Provided material below:
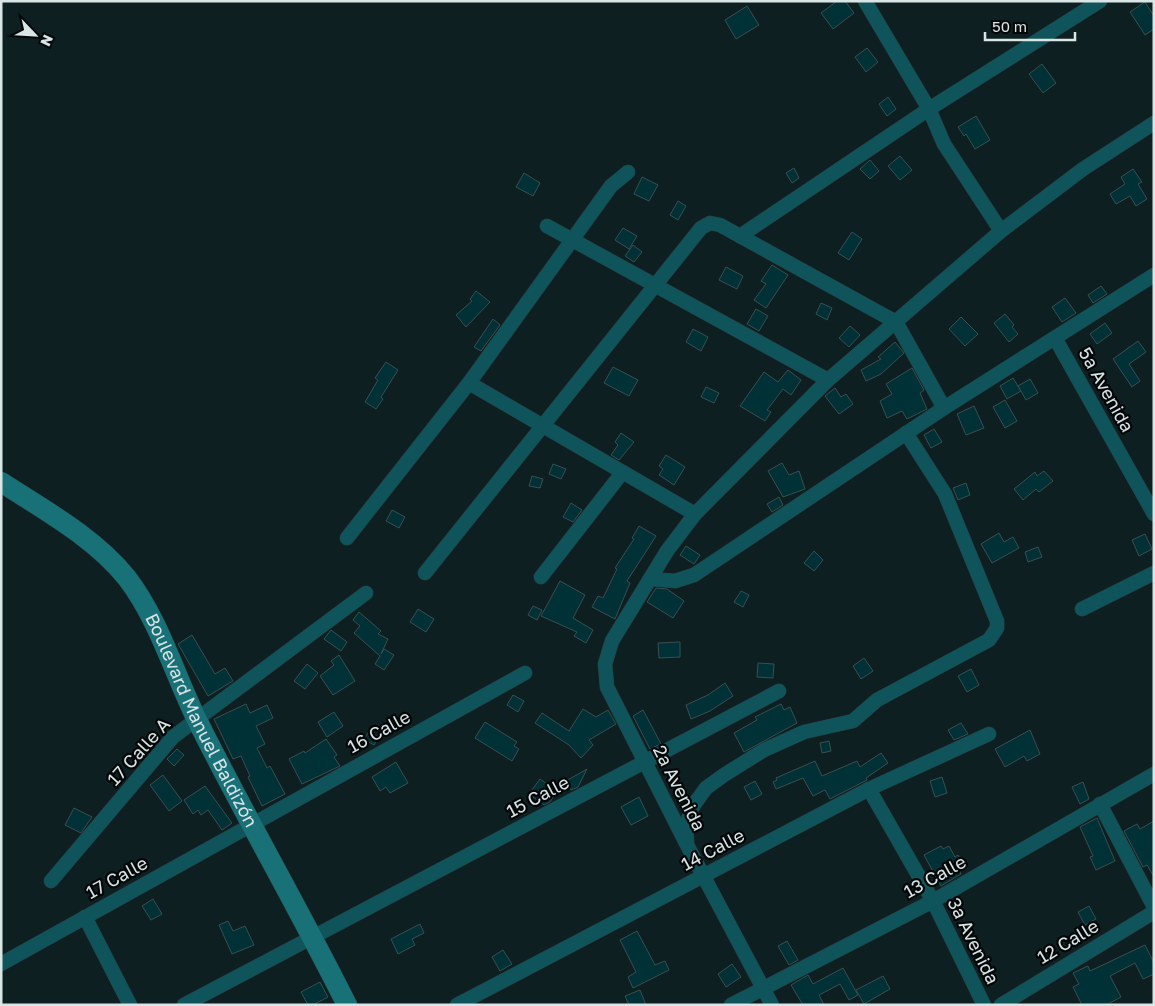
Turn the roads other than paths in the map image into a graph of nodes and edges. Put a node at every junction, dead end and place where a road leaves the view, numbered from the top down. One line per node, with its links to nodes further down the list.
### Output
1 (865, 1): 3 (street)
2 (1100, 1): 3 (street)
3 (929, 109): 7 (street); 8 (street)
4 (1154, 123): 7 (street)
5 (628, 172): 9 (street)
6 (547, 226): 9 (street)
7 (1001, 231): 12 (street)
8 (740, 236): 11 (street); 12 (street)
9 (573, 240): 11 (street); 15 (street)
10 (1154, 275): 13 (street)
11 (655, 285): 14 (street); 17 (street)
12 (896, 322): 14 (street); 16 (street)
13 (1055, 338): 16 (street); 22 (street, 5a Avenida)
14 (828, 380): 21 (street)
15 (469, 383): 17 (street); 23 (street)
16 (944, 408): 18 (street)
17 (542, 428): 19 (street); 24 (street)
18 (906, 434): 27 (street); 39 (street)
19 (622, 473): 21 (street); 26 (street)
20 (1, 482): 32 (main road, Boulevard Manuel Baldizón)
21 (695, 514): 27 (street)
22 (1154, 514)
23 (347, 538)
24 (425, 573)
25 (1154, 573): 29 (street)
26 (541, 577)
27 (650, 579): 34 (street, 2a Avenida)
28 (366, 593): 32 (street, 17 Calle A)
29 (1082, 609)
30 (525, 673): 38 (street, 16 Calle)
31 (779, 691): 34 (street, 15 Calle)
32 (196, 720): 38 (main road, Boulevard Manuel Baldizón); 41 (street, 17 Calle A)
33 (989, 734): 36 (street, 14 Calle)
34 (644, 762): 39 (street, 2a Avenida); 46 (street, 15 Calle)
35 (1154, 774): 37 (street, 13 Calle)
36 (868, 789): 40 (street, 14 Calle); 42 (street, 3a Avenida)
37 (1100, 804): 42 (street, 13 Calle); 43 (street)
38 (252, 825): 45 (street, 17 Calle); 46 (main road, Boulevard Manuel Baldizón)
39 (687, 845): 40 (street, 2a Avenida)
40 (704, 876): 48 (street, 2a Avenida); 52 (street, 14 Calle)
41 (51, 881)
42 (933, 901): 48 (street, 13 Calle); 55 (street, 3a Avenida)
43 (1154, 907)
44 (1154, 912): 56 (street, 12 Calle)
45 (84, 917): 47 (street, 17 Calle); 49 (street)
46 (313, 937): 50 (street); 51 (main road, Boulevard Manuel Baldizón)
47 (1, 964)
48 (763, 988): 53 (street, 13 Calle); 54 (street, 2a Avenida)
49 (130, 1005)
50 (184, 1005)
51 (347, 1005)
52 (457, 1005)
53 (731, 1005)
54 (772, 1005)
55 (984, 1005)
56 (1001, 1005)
End of Provided material.
All lines in the data that contain the word "Manuel" should be copied.

## Solved problem
20 (1, 482): 32 (main road, Boulevard Manuel Baldizón)
32 (196, 720): 38 (main road, Boulevard Manuel Baldizón); 41 (street, 17 Calle A)
38 (252, 825): 45 (street, 17 Calle); 46 (main road, Boulevard Manuel Baldizón)
46 (313, 937): 50 (street); 51 (main road, Boulevard Manuel Baldizón)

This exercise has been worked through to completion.